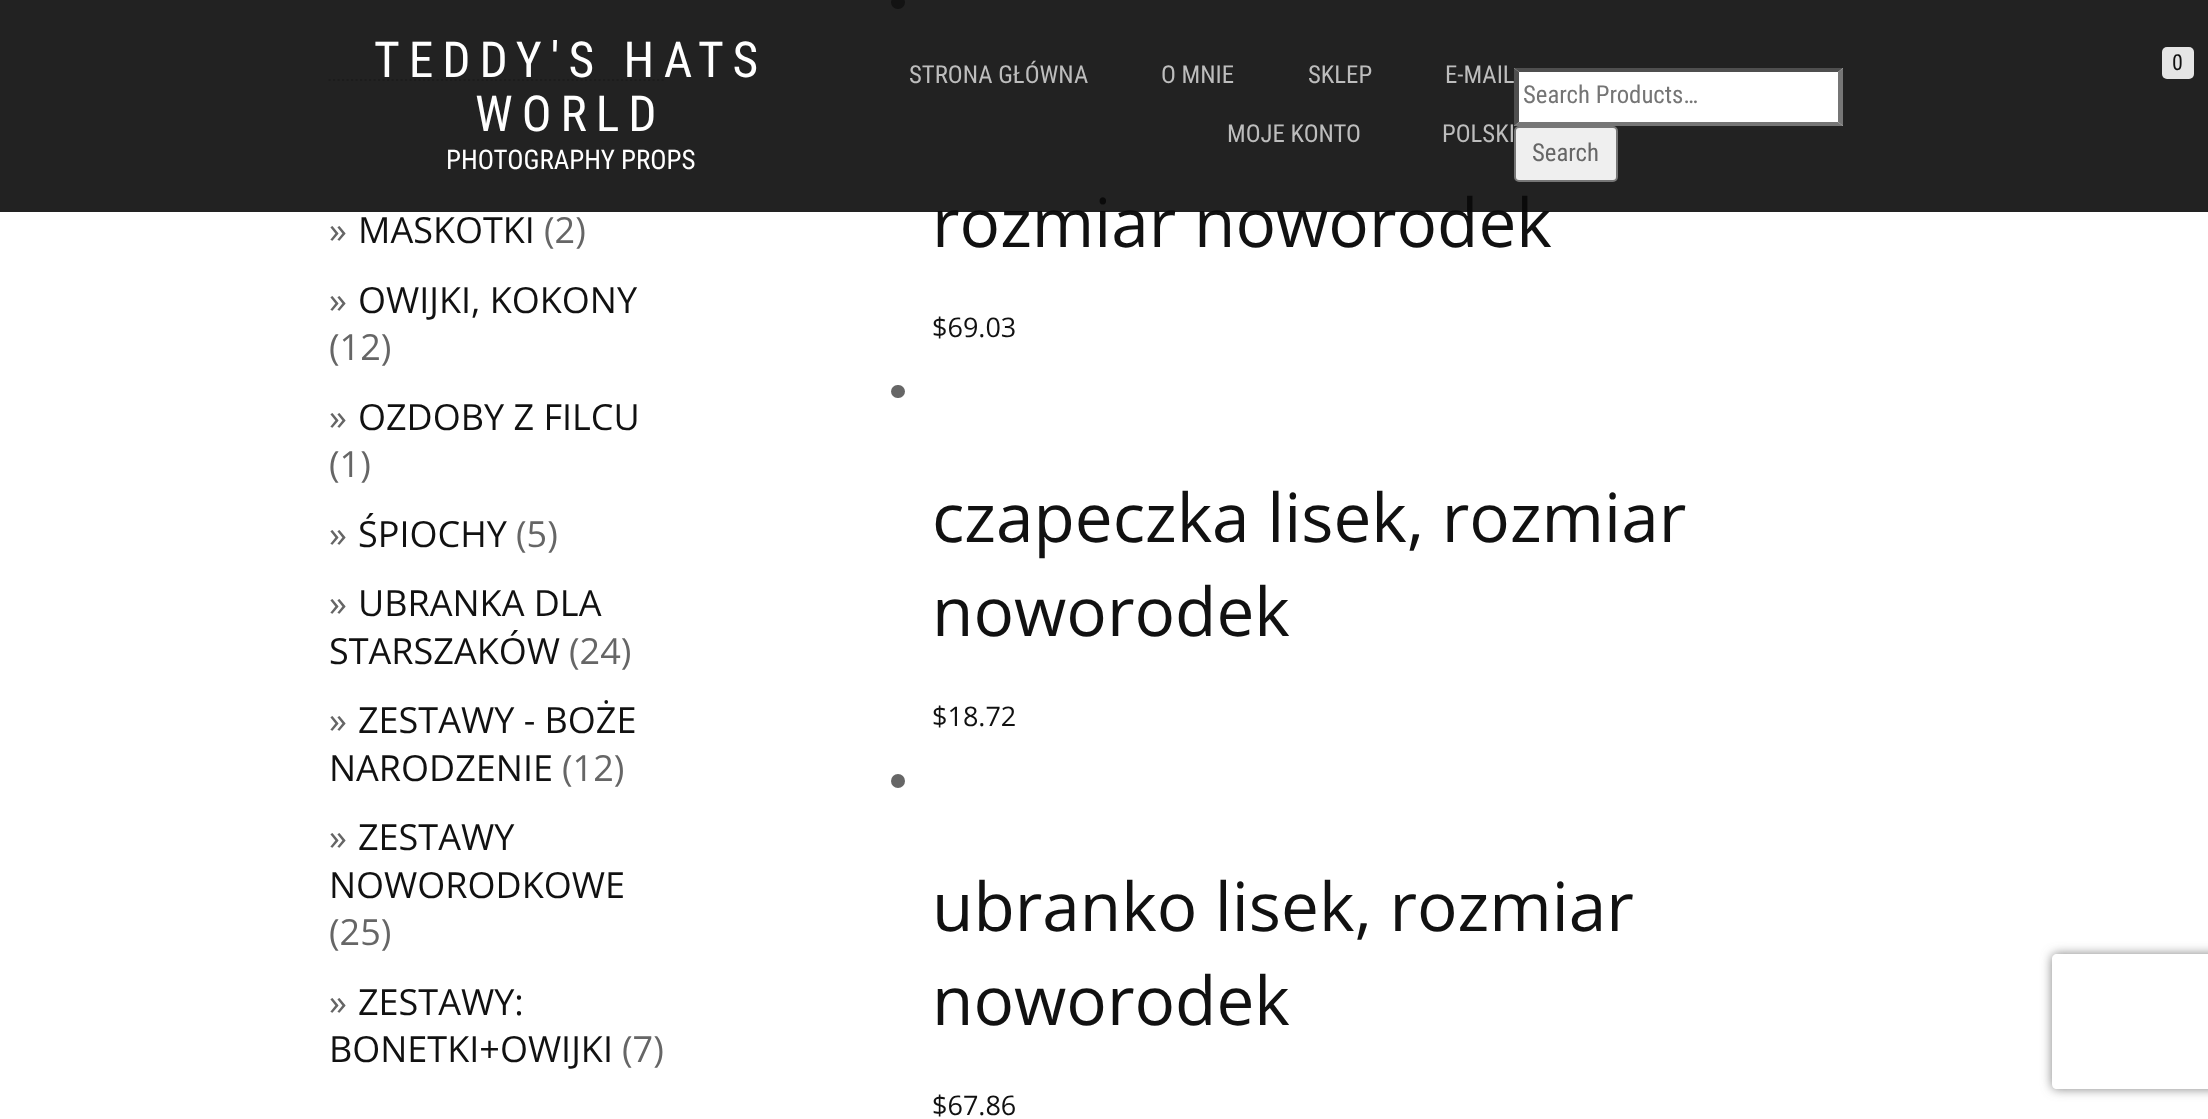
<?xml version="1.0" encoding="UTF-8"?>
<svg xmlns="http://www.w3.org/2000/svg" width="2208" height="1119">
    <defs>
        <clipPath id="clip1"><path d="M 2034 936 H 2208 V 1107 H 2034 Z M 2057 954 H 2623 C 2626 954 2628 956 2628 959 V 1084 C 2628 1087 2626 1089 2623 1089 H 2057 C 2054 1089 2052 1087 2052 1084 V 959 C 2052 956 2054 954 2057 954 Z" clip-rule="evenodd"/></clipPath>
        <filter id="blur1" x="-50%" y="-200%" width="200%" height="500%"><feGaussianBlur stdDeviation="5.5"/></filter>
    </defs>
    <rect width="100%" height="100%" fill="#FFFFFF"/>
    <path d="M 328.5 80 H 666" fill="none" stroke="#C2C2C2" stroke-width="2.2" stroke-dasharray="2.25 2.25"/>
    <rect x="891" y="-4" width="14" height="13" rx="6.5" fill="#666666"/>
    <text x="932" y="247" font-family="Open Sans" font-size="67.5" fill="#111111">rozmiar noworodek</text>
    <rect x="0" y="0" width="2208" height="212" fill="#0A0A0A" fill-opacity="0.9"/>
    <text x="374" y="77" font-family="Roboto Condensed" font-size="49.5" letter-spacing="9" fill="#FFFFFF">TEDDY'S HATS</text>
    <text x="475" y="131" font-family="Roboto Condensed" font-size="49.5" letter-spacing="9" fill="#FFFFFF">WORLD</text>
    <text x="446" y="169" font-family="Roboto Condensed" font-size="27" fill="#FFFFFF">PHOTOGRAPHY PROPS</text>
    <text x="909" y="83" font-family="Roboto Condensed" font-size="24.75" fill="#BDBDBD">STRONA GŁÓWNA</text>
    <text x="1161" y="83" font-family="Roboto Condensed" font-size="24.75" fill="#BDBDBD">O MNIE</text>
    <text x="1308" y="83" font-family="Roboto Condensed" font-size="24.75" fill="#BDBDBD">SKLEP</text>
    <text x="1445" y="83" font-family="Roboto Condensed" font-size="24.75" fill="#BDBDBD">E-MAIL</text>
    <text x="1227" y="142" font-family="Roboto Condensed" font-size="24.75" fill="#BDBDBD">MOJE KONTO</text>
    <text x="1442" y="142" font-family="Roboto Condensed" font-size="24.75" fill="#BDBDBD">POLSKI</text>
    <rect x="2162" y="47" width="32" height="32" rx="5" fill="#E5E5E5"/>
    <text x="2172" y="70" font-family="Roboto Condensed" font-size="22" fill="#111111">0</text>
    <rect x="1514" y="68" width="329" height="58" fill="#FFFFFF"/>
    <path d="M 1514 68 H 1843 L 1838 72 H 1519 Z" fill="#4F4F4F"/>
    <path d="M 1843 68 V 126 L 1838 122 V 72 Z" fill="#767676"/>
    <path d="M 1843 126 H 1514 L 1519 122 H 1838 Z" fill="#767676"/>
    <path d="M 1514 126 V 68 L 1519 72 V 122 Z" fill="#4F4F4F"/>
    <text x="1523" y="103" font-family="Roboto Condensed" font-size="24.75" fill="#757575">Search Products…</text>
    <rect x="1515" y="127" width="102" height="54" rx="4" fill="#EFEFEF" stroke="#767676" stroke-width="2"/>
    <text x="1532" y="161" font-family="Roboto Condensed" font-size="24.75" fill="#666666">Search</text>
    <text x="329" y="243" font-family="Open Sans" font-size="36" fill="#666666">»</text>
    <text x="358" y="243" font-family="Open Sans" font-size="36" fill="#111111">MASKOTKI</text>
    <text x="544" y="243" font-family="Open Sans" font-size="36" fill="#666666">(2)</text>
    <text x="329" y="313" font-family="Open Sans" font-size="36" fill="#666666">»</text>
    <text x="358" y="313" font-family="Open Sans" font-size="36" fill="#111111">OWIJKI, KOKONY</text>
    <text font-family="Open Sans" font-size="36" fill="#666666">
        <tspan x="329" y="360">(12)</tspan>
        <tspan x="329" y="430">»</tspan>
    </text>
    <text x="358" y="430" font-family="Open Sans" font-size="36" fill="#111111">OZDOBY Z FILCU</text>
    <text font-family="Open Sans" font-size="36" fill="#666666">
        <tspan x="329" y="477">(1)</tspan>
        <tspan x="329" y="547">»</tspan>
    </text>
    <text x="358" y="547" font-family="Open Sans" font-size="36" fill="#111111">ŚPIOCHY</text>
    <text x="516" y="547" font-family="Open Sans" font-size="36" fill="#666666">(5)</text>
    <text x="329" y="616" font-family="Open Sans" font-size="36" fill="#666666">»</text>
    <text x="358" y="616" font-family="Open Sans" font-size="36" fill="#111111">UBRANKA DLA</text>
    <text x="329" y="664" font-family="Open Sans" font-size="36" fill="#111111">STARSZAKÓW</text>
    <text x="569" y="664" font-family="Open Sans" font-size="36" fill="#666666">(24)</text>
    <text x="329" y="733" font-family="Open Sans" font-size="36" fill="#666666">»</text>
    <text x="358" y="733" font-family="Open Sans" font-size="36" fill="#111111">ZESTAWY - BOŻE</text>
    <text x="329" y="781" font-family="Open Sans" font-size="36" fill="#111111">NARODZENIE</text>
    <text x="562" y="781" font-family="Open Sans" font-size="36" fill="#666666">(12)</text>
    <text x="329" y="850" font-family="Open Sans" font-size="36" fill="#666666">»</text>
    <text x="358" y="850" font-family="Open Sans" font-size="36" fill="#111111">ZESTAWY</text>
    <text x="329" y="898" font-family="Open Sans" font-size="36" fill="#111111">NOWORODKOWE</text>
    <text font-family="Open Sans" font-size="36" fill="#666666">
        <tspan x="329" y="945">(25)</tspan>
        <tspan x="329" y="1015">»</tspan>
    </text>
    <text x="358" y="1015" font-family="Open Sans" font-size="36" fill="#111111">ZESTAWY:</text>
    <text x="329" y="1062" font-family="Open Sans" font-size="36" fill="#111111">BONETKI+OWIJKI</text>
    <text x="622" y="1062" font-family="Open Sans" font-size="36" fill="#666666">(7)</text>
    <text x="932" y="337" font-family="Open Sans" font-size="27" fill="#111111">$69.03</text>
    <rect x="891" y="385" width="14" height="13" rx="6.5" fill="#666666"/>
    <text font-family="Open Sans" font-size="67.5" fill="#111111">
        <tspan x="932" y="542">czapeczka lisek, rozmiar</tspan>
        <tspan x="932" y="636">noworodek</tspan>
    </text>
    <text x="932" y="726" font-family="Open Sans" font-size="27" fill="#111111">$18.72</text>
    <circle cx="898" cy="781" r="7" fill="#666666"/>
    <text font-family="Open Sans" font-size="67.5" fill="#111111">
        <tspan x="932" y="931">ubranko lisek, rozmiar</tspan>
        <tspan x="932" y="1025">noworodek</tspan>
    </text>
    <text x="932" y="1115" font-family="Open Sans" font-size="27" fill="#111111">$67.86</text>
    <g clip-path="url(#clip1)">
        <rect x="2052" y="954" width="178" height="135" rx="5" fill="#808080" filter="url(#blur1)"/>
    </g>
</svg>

· · ·

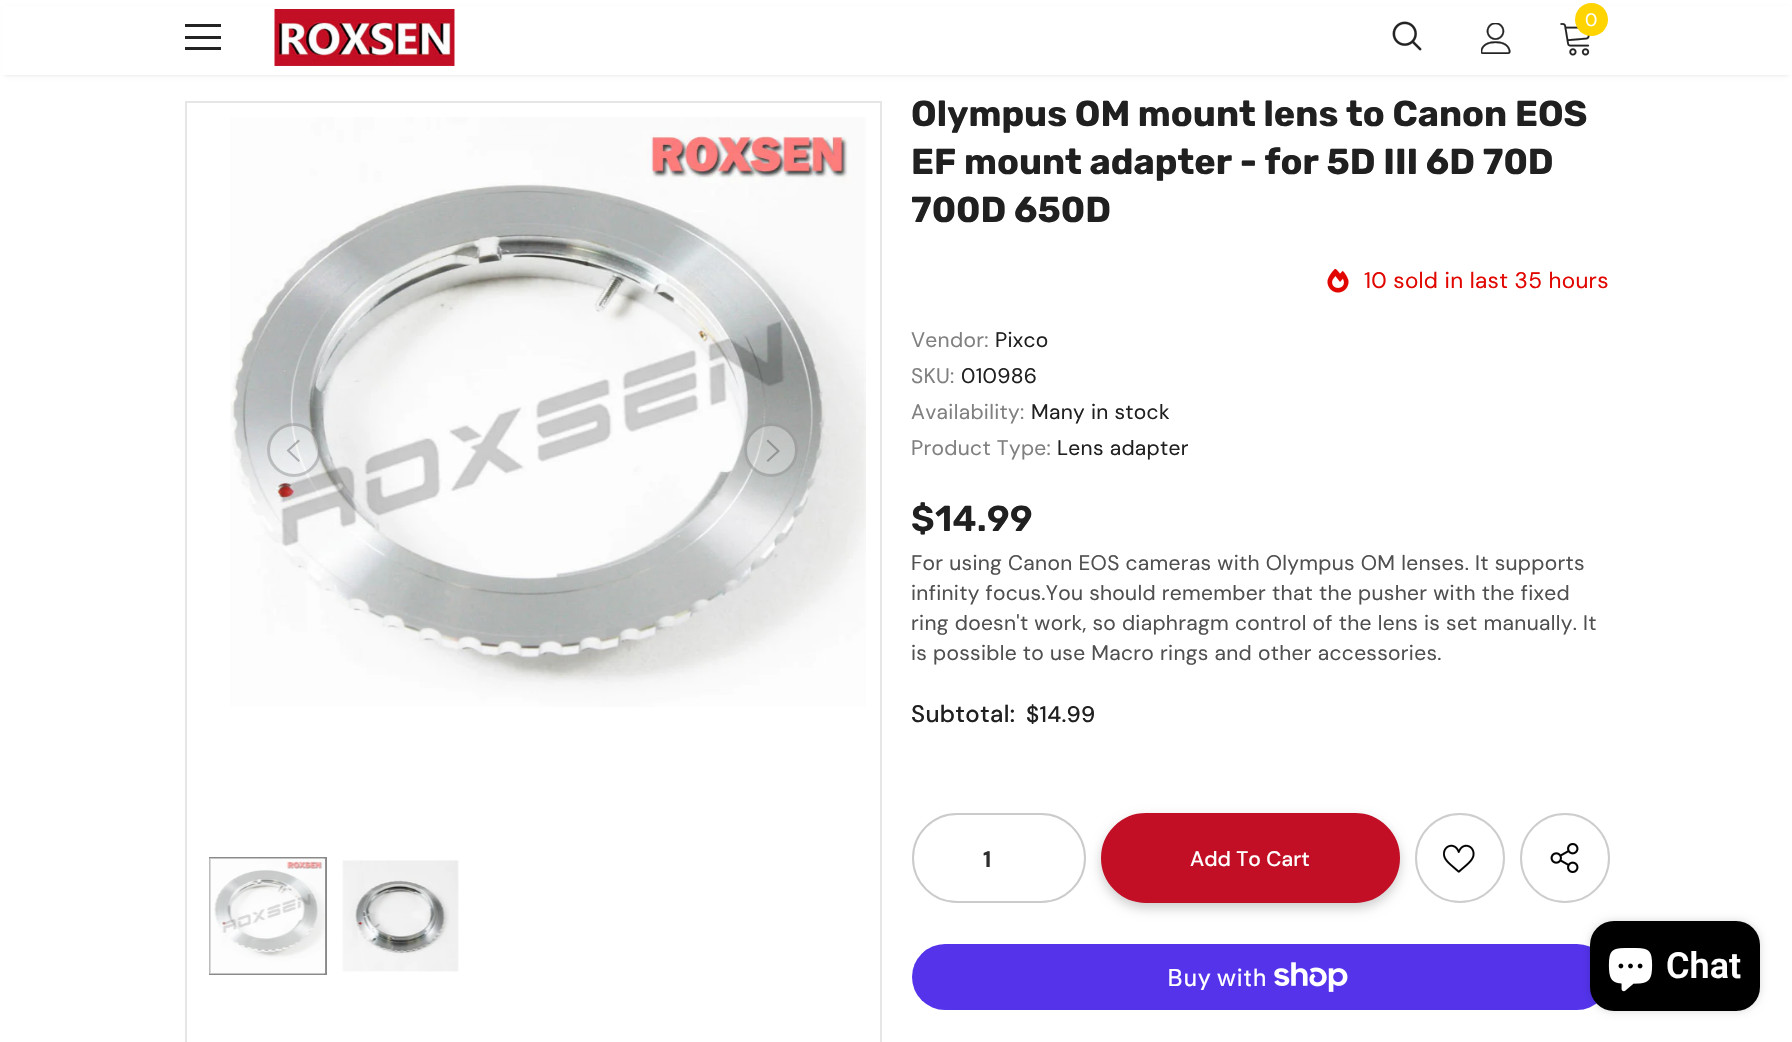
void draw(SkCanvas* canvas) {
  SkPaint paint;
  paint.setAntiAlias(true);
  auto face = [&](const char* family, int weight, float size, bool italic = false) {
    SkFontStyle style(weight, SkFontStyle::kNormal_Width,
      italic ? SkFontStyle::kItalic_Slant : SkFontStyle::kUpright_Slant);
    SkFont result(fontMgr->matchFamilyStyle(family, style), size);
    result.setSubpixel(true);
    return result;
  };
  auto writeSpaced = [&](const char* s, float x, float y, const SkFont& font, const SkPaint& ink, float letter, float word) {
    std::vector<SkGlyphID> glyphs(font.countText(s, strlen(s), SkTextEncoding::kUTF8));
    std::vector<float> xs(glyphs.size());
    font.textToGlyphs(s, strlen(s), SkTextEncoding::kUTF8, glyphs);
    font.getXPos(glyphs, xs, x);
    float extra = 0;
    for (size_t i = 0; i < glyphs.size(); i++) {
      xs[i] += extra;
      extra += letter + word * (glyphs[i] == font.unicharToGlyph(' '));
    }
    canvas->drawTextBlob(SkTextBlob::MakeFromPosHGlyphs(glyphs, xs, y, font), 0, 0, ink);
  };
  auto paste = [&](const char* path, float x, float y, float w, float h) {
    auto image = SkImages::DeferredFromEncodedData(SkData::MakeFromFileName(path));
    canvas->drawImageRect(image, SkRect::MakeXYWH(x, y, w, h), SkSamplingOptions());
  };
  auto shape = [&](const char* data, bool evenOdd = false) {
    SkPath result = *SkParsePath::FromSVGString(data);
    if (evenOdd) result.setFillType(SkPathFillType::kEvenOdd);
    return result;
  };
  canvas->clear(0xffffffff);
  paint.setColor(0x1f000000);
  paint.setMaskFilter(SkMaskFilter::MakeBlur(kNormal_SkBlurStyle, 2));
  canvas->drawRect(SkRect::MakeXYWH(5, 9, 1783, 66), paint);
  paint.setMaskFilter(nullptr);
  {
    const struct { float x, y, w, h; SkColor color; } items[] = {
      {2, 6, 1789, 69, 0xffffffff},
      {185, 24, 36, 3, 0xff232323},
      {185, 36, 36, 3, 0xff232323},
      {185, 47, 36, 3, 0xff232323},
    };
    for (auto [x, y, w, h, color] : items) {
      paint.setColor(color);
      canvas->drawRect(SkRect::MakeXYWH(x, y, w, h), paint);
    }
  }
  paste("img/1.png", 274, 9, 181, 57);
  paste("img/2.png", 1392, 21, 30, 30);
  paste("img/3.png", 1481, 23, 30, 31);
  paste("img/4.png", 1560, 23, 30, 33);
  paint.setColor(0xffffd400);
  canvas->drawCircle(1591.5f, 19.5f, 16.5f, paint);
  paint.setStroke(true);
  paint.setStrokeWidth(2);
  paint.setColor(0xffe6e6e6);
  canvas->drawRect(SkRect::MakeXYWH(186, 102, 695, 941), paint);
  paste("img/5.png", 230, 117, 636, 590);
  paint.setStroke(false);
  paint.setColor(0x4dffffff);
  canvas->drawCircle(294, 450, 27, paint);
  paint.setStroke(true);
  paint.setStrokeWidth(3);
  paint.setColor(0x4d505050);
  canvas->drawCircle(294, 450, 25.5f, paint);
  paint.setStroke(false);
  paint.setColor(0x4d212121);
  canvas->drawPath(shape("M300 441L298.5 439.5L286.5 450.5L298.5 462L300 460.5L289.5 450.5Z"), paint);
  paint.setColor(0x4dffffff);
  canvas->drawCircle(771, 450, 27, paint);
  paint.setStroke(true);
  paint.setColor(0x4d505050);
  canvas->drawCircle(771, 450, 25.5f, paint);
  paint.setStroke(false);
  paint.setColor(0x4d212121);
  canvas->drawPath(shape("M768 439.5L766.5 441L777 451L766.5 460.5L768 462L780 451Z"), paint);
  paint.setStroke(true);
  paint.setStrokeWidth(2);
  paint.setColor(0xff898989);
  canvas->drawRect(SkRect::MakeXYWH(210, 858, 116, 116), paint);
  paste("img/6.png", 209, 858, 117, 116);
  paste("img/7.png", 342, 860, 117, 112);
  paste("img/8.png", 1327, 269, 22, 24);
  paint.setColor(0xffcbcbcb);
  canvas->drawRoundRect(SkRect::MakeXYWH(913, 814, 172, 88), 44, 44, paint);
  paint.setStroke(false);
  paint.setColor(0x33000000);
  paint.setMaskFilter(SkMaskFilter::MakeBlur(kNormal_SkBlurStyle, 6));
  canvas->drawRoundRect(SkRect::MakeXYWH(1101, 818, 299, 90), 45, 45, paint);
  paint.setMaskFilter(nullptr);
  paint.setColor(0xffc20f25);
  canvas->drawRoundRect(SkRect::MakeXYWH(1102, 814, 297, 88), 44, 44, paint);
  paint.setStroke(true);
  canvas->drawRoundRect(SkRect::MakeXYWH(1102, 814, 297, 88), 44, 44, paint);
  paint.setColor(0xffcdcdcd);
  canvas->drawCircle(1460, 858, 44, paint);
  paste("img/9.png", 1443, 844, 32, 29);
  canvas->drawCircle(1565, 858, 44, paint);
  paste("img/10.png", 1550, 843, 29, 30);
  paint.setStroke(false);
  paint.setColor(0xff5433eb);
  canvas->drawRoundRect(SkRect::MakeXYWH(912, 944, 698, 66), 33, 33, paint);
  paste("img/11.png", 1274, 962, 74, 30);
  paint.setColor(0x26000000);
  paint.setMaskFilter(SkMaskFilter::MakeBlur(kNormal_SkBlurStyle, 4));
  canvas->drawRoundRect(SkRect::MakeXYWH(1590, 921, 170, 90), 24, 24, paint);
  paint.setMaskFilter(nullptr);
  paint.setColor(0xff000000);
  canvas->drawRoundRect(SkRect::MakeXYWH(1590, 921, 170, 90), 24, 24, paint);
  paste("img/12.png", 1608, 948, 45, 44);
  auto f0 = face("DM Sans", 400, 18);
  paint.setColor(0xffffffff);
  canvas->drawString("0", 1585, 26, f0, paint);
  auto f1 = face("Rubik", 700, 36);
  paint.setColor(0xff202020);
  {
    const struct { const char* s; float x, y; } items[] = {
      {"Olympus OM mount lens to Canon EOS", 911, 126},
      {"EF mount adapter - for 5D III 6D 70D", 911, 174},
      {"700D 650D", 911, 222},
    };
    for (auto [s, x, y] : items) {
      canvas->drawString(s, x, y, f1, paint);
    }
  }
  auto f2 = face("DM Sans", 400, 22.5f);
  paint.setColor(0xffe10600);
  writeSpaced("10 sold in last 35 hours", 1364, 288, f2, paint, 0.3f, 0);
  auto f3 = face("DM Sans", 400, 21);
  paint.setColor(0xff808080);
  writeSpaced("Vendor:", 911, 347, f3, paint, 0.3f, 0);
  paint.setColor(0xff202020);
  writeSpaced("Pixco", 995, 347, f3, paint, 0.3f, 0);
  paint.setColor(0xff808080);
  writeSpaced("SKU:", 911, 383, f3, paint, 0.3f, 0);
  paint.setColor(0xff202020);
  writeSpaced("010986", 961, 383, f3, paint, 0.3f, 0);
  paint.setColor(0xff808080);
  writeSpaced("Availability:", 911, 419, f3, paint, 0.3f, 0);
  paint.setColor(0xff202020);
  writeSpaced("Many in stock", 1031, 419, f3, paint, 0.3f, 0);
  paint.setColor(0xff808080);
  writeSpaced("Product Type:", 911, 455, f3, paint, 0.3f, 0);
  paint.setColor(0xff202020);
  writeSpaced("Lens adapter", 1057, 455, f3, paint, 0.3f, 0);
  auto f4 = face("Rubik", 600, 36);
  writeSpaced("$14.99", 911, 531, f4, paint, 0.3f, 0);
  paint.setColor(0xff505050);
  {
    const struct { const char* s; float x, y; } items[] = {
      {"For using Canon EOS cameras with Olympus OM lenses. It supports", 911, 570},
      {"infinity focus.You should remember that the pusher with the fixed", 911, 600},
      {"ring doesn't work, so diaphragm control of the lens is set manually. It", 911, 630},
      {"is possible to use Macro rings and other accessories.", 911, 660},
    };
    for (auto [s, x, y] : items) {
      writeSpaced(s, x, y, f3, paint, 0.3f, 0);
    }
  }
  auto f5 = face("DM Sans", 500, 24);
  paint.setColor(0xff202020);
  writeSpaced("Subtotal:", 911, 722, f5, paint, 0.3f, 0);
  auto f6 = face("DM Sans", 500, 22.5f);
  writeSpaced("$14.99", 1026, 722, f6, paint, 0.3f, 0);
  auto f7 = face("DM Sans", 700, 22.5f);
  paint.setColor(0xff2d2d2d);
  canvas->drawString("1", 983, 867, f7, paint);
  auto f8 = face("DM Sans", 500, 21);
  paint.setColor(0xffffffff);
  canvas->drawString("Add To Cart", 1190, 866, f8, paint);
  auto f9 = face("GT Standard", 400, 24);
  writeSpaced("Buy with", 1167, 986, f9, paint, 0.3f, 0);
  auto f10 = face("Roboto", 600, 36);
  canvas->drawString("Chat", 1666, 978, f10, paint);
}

· · ·

# REQUIREMENT
Find every line in the records above that contains the word "image", and copy each one.

# TASK ANSWER
    auto image = SkImages::DeferredFromEncodedData(SkData::MakeFromFileName(path));
    canvas->drawImageRect(image, SkRect::MakeXYWH(x, y, w, h), SkSamplingOptions());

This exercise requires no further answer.